##### INFORMATION SHOWN

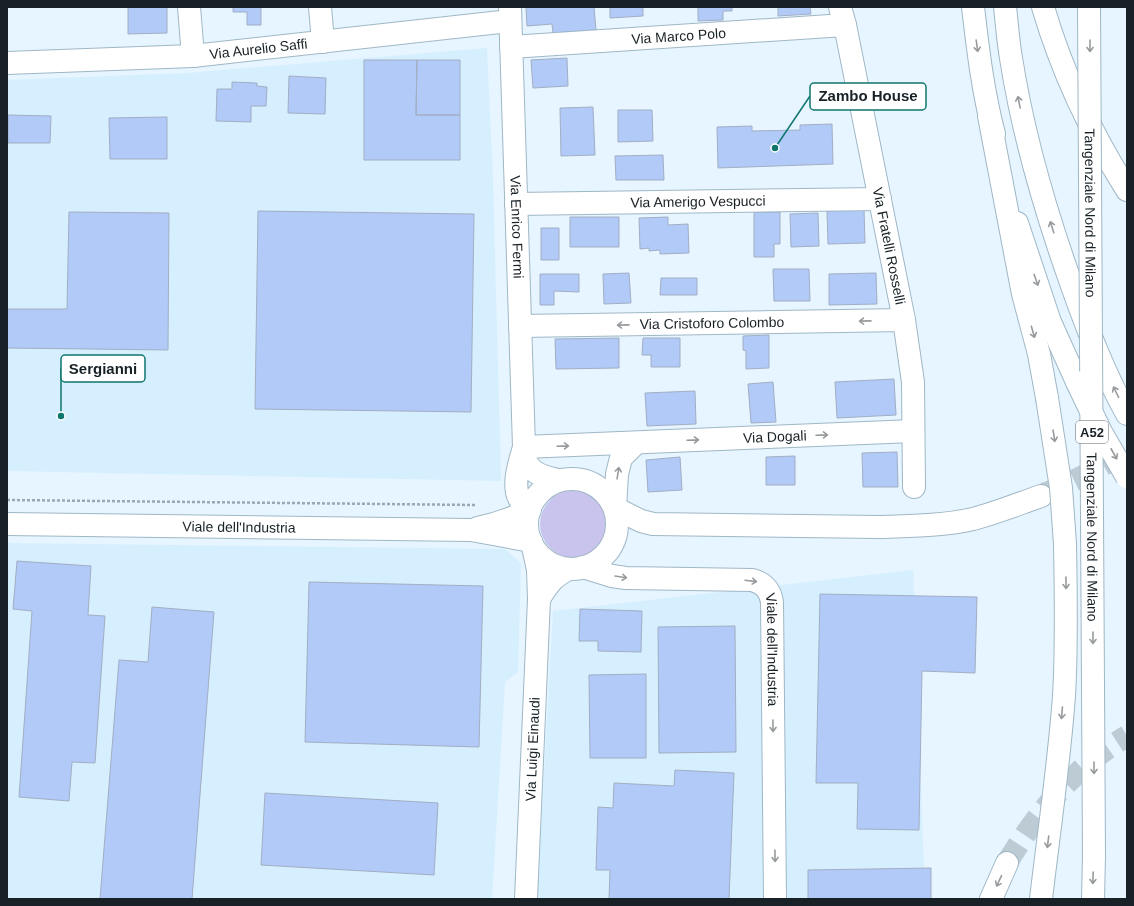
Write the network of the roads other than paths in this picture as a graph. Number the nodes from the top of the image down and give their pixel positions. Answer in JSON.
{"nodes":[{"id":1,"x":189,"y":7,"type":"edge"},
{"id":2,"x":320,"y":7,"type":"edge"},
{"id":3,"x":973,"y":7,"type":"edge"},
{"id":4,"x":1005,"y":7,"type":"edge"},
{"id":5,"x":1043,"y":7,"type":"edge"},
{"id":6,"x":1089,"y":7,"type":"edge"},
{"id":7,"x":510,"y":14,"type":"edge"},
{"id":8,"x":843,"y":16,"type":"edge"},
{"id":9,"x":323,"y":42,"type":"junction"},
{"id":10,"x":511,"y":47,"type":"junction"},
{"id":11,"x":192,"y":56,"type":"junction"},
{"id":12,"x":7,"y":63,"type":"edge"},
{"id":13,"x":989,"y":116,"type":"junction"},
{"id":14,"x":1127,"y":190,"type":"edge"},
{"id":15,"x":880,"y":199,"type":"junction"},
{"id":16,"x":516,"y":204,"type":"junction"},
{"id":17,"x":904,"y":320,"type":"junction"},
{"id":18,"x":520,"y":326,"type":"junction"},
{"id":19,"x":1127,"y":414,"type":"edge"},
{"id":20,"x":913,"y":431,"type":"junction"},
{"id":21,"x":636,"y":443,"type":"junction"},
{"id":22,"x":524,"y":447,"type":"junction"},
{"id":23,"x":1127,"y":477,"type":"edge"},
{"id":24,"x":559,"y":480,"type":"junction"},
{"id":25,"x":914,"y":487,"type":"dead end"},
{"id":26,"x":1041,"y":496,"type":"tunnel mouth"},
{"id":27,"x":615,"y":508,"type":"junction"},
{"id":28,"x":529,"y":511,"type":"junction"},
{"id":29,"x":7,"y":524,"type":"edge"},
{"id":30,"x":653,"y":524,"type":"junction"},
{"id":31,"x":471,"y":530,"type":"junction"},
{"id":32,"x":532,"y":544,"type":"junction"},
{"id":33,"x":612,"y":546,"type":"junction"},
{"id":34,"x":576,"y":568,"type":"junction"},
{"id":35,"x":539,"y":598,"type":"junction"},
{"id":36,"x":1007,"y":864,"type":"tunnel mouth"},
{"id":37,"x":526,"y":899,"type":"edge"},
{"id":38,"x":775,"y":899,"type":"edge"},
{"id":39,"x":992,"y":899,"type":"edge"},
{"id":40,"x":1041,"y":899,"type":"edge"},
{"id":41,"x":1093,"y":899,"type":"edge"}],
"edges":[{"from":1,"to":11,"type":"main road"},
{"from":2,"to":9,"type":"main road"},
{"from":3,"to":13,"type":"main road","one_way":true},
{"from":19,"to":4,"type":"main road","one_way":true},
{"from":5,"to":14,"type":"main road"},
{"from":6,"to":41,"type":"main road","name":"Tangenziale Nord di Milano","number":"A52","one_way":true,"bridge":true},
{"from":7,"to":9,"type":"main road","name":"Via Aurelio Saffi"},
{"from":7,"to":10,"type":"main road","name":"Via Enrico Fermi"},
{"from":8,"to":10,"type":"main road","name":"Via Marco Polo"},
{"from":8,"to":15,"type":"main road","name":"Via Fratelli Rosselli"},
{"from":9,"to":11,"type":"main road","name":"Via Aurelio Saffi"},
{"from":10,"to":16,"type":"main road","name":"Via Enrico Fermi"},
{"from":11,"to":12,"type":"main road","name":"Via Aurelio Saffi"},
{"from":13,"to":23,"type":"main road","one_way":true,"bridge":true},
{"from":13,"to":40,"type":"main road","one_way":true,"bridge":true},
{"from":15,"to":16,"type":"main road","name":"Via Amerigo Vespucci"},
{"from":15,"to":17,"type":"main road","name":"Via Fratelli Rosselli"},
{"from":16,"to":18,"type":"main road","name":"Via Enrico Fermi"},
{"from":17,"to":18,"type":"main road","name":"Via Cristoforo Colombo","one_way":true},
{"from":17,"to":20,"type":"main road","name":"Via Fratelli Rosselli"},
{"from":18,"to":22,"type":"main road","name":"Via Enrico Fermi"},
{"from":21,"to":20,"type":"main road","name":"Via Dogali","one_way":true},
{"from":20,"to":25,"type":"main road","name":"Via Fratelli Rosselli"},
{"from":22,"to":21,"type":"main road","name":"Via Dogali","one_way":true},
{"from":27,"to":21,"type":"main road","one_way":true},
{"from":22,"to":24,"type":"main road","name":"Via Enrico Fermi"},
{"from":22,"to":28,"type":"main road","name":"Via Enrico Fermi"},
{"from":24,"to":27,"type":"main road"},
{"from":24,"to":28,"type":"main road"},
{"from":26,"to":30,"type":"main road"},
{"from":27,"to":30,"type":"main road"},
{"from":27,"to":33,"type":"main road"},
{"from":28,"to":31,"type":"main road","name":"Viale dell'Industria"},
{"from":28,"to":32,"type":"main road"},
{"from":29,"to":31,"type":"main road","name":"Viale dell'Industria"},
{"from":30,"to":33,"type":"main road"},
{"from":31,"to":32,"type":"main road","name":"Viale dell'Industria"},
{"from":32,"to":34,"type":"main road"},
{"from":32,"to":35,"type":"main road","name":"Via Luigi Einaudi"},
{"from":33,"to":34,"type":"main road"},
{"from":34,"to":35,"type":"main road"},
{"from":34,"to":38,"type":"main road","name":"Viale dell'Industria","one_way":true},
{"from":35,"to":37,"type":"main road","name":"Via Luigi Einaudi"},
{"from":36,"to":39,"type":"main road","one_way":true}]}
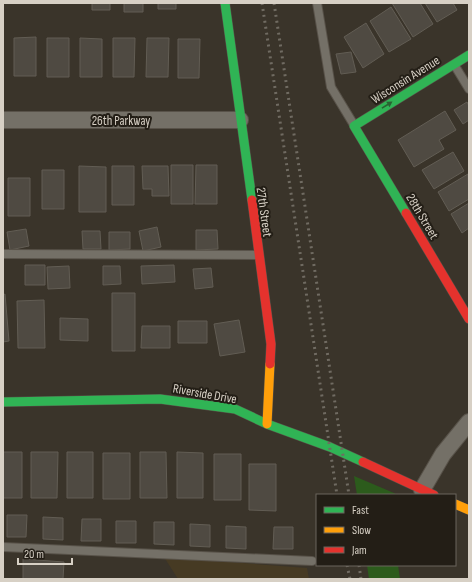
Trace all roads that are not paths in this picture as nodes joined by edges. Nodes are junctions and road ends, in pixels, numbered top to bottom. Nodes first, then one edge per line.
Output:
1 (225, 3) edge
2 (317, 3) edge
3 (469, 55) edge
4 (454, 64) junction
5 (469, 89) edge
6 (3, 120) edge
7 (240, 120) junction
8 (354, 126) junction
9 (3, 254) edge
10 (258, 255) junction
11 (469, 319) edge
12 (3, 402) edge
13 (469, 422) edge
14 (267, 424) junction
15 (428, 492) edge
16 (456, 504) edge
17 (469, 510) edge
18 (3, 548) edge
19 (312, 561) dead end

1 - 7 street, 27th Street
2 - 8 lane
3 - 4 street, Wisconsin Avenue
4 - 5 lane
8 -> 4 street, Wisconsin Avenue
6 - 7 street, 26th Parkway
7 - 10 street, 27th Street
8 - 11 street, 28th Street
9 - 10 lane
10 - 14 street, 27th Street
12 - 14 street, Riverside Drive
13 - 15 street
14 - 15 street, Riverside Drive
16 - 17 street
18 - 19 lane

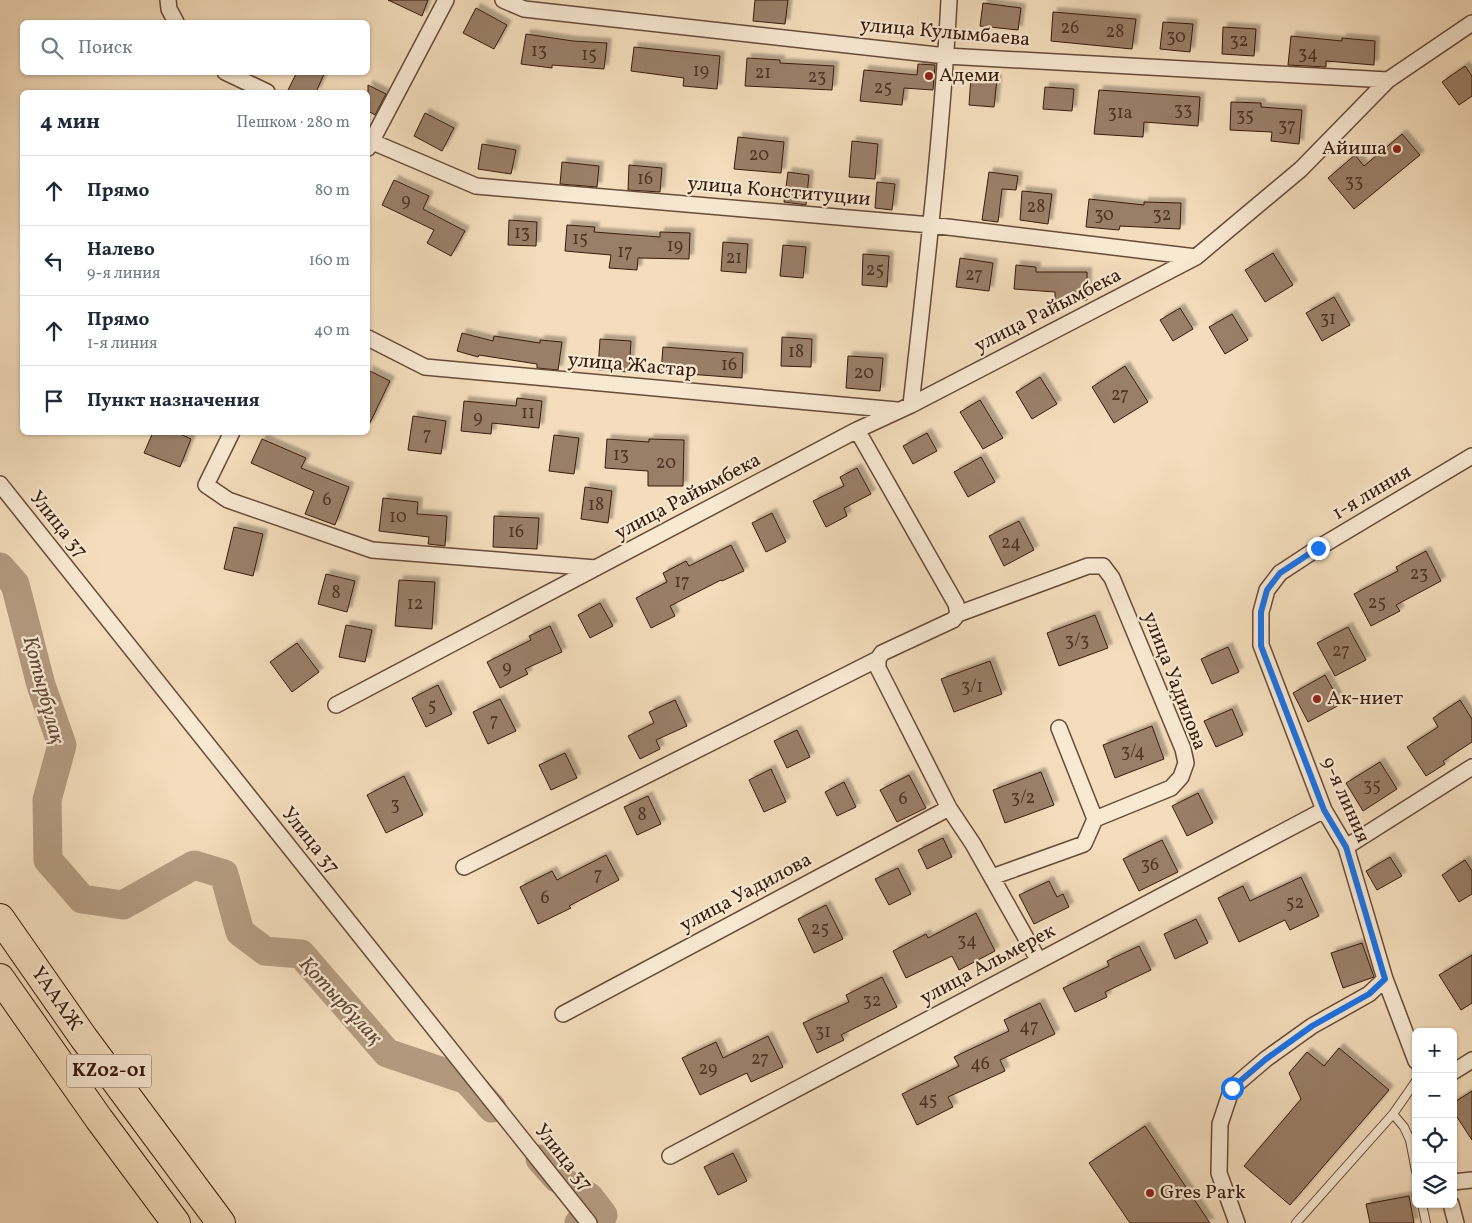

##########

■ **WORK INSTRUCTION**
The whole listing above is to be repeated exactly, apart from its pictures.

■ **FINISHED EXERCISE**
Write the network of the roads other than paths in this picture as a graph. Number the nodes from the top of the image down and give their pixel positions. Answer in JSON.
{"nodes":[{"id":1,"x":189,"y":7,"type":"edge"},
{"id":2,"x":320,"y":7,"type":"edge"},
{"id":3,"x":973,"y":7,"type":"edge"},
{"id":4,"x":1005,"y":7,"type":"edge"},
{"id":5,"x":1043,"y":7,"type":"edge"},
{"id":6,"x":1089,"y":7,"type":"edge"},
{"id":7,"x":510,"y":14,"type":"edge"},
{"id":8,"x":843,"y":16,"type":"edge"},
{"id":9,"x":323,"y":42,"type":"junction"},
{"id":10,"x":511,"y":47,"type":"junction"},
{"id":11,"x":192,"y":56,"type":"junction"},
{"id":12,"x":7,"y":63,"type":"edge"},
{"id":13,"x":989,"y":116,"type":"junction"},
{"id":14,"x":1127,"y":190,"type":"edge"},
{"id":15,"x":880,"y":199,"type":"junction"},
{"id":16,"x":516,"y":204,"type":"junction"},
{"id":17,"x":904,"y":320,"type":"junction"},
{"id":18,"x":520,"y":326,"type":"junction"},
{"id":19,"x":1127,"y":414,"type":"edge"},
{"id":20,"x":913,"y":431,"type":"junction"},
{"id":21,"x":636,"y":443,"type":"junction"},
{"id":22,"x":524,"y":447,"type":"junction"},
{"id":23,"x":1127,"y":477,"type":"edge"},
{"id":24,"x":559,"y":480,"type":"junction"},
{"id":25,"x":914,"y":487,"type":"dead end"},
{"id":26,"x":1041,"y":496,"type":"tunnel mouth"},
{"id":27,"x":615,"y":508,"type":"junction"},
{"id":28,"x":529,"y":511,"type":"junction"},
{"id":29,"x":7,"y":524,"type":"edge"},
{"id":30,"x":653,"y":524,"type":"junction"},
{"id":31,"x":471,"y":530,"type":"junction"},
{"id":32,"x":532,"y":544,"type":"junction"},
{"id":33,"x":612,"y":546,"type":"junction"},
{"id":34,"x":576,"y":568,"type":"junction"},
{"id":35,"x":539,"y":598,"type":"junction"},
{"id":36,"x":1007,"y":864,"type":"tunnel mouth"},
{"id":37,"x":526,"y":899,"type":"edge"},
{"id":38,"x":775,"y":899,"type":"edge"},
{"id":39,"x":992,"y":899,"type":"edge"},
{"id":40,"x":1041,"y":899,"type":"edge"},
{"id":41,"x":1093,"y":899,"type":"edge"}],
"edges":[{"from":1,"to":11,"type":"main road"},
{"from":2,"to":9,"type":"main road"},
{"from":3,"to":13,"type":"main road","one_way":true},
{"from":19,"to":4,"type":"main road","one_way":true},
{"from":5,"to":14,"type":"main road"},
{"from":6,"to":41,"type":"main road","name":"Tangenziale Nord di Milano","number":"A52","one_way":true,"bridge":true},
{"from":7,"to":9,"type":"main road","name":"Via Aurelio Saffi"},
{"from":7,"to":10,"type":"main road","name":"Via Enrico Fermi"},
{"from":8,"to":10,"type":"main road","name":"Via Marco Polo"},
{"from":8,"to":15,"type":"main road","name":"Via Fratelli Rosselli"},
{"from":9,"to":11,"type":"main road","name":"Via Aurelio Saffi"},
{"from":10,"to":16,"type":"main road","name":"Via Enrico Fermi"},
{"from":11,"to":12,"type":"main road","name":"Via Aurelio Saffi"},
{"from":13,"to":23,"type":"main road","one_way":true,"bridge":true},
{"from":13,"to":40,"type":"main road","one_way":true,"bridge":true},
{"from":15,"to":16,"type":"main road","name":"Via Amerigo Vespucci"},
{"from":15,"to":17,"type":"main road","name":"Via Fratelli Rosselli"},
{"from":16,"to":18,"type":"main road","name":"Via Enrico Fermi"},
{"from":17,"to":18,"type":"main road","name":"Via Cristoforo Colombo","one_way":true},
{"from":17,"to":20,"type":"main road","name":"Via Fratelli Rosselli"},
{"from":18,"to":22,"type":"main road","name":"Via Enrico Fermi"},
{"from":21,"to":20,"type":"main road","name":"Via Dogali","one_way":true},
{"from":20,"to":25,"type":"main road","name":"Via Fratelli Rosselli"},
{"from":22,"to":21,"type":"main road","name":"Via Dogali","one_way":true},
{"from":27,"to":21,"type":"main road","one_way":true},
{"from":22,"to":24,"type":"main road","name":"Via Enrico Fermi"},
{"from":22,"to":28,"type":"main road","name":"Via Enrico Fermi"},
{"from":24,"to":27,"type":"main road"},
{"from":24,"to":28,"type":"main road"},
{"from":26,"to":30,"type":"main road"},
{"from":27,"to":30,"type":"main road"},
{"from":27,"to":33,"type":"main road"},
{"from":28,"to":31,"type":"main road","name":"Viale dell'Industria"},
{"from":28,"to":32,"type":"main road"},
{"from":29,"to":31,"type":"main road","name":"Viale dell'Industria"},
{"from":30,"to":33,"type":"main road"},
{"from":31,"to":32,"type":"main road","name":"Viale dell'Industria"},
{"from":32,"to":34,"type":"main road"},
{"from":32,"to":35,"type":"main road","name":"Via Luigi Einaudi"},
{"from":33,"to":34,"type":"main road"},
{"from":34,"to":35,"type":"main road"},
{"from":34,"to":38,"type":"main road","name":"Viale dell'Industria","one_way":true},
{"from":35,"to":37,"type":"main road","name":"Via Luigi Einaudi"},
{"from":36,"to":39,"type":"main road","one_way":true}]}
Trace all roads that are not paths in this picture as nodes joined by edges. Nodes are junctions and road ends, in pixels, numbered top to bottom. Nodes first, then one edge per line.
Output:
1 (225, 3) edge
2 (317, 3) edge
3 (469, 55) edge
4 (454, 64) junction
5 (469, 89) edge
6 (3, 120) edge
7 (240, 120) junction
8 (354, 126) junction
9 (3, 254) edge
10 (258, 255) junction
11 (469, 319) edge
12 (3, 402) edge
13 (469, 422) edge
14 (267, 424) junction
15 (428, 492) edge
16 (456, 504) edge
17 (469, 510) edge
18 (3, 548) edge
19 (312, 561) dead end

1 - 7 street, 27th Street
2 - 8 lane
3 - 4 street, Wisconsin Avenue
4 - 5 lane
8 -> 4 street, Wisconsin Avenue
6 - 7 street, 26th Parkway
7 - 10 street, 27th Street
8 - 11 street, 28th Street
9 - 10 lane
10 - 14 street, 27th Street
12 - 14 street, Riverside Drive
13 - 15 street
14 - 15 street, Riverside Drive
16 - 17 street
18 - 19 lane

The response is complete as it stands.